◆ **To do**: Go to the line containing "Instruction: Convert the" and return it and each line after it exactly, through the end of the data below, and nothing more.

◆ **Information given**:
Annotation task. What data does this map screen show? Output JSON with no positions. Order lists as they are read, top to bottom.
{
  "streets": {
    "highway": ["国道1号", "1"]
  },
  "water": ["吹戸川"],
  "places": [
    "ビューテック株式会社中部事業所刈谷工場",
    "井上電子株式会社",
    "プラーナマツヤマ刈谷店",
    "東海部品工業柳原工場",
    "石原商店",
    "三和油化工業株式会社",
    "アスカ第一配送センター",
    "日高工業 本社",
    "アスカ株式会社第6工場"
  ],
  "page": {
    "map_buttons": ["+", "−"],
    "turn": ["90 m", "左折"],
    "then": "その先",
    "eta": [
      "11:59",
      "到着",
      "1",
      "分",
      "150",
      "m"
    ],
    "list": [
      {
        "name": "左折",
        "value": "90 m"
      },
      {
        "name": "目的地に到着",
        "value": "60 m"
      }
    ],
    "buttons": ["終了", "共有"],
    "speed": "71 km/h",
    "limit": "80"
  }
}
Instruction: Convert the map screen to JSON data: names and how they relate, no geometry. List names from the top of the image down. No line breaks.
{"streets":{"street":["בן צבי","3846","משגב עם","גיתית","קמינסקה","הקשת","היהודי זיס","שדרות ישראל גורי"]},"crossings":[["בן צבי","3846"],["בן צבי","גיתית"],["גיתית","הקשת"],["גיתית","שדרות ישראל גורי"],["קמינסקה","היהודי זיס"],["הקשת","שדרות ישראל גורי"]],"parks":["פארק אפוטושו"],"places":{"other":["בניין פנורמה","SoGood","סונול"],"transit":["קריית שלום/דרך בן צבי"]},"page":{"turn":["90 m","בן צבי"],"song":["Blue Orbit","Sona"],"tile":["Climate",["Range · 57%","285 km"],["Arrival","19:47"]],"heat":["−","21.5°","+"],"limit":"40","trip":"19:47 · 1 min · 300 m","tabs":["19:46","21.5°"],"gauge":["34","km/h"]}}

◆ **Your solution**:
Instruction: Convert the map screen to JSON data: names and how they relate, no geometry. List names from the top of the image down. No line breaks.
{"streets":{"street":["בן צבי","3846","משגב עם","גיתית","קמינסקה","הקשת","היהודי זיס","שדרות ישראל גורי"]},"crossings":[["בן צבי","3846"],["בן צבי","גיתית"],["גיתית","הקשת"],["גיתית","שדרות ישראל גורי"],["קמינסקה","היהודי זיס"],["הקשת","שדרות ישראל גורי"]],"parks":["פארק אפוטושו"],"places":{"other":["בניין פנורמה","SoGood","סונול"],"transit":["קריית שלום/דרך בן צבי"]},"page":{"turn":["90 m","בן צבי"],"song":["Blue Orbit","Sona"],"tile":["Climate",["Range · 57%","285 km"],["Arrival","19:47"]],"heat":["−","21.5°","+"],"limit":"40","trip":"19:47 · 1 min · 300 m","tabs":["19:46","21.5°"],"gauge":["34","km/h"]}}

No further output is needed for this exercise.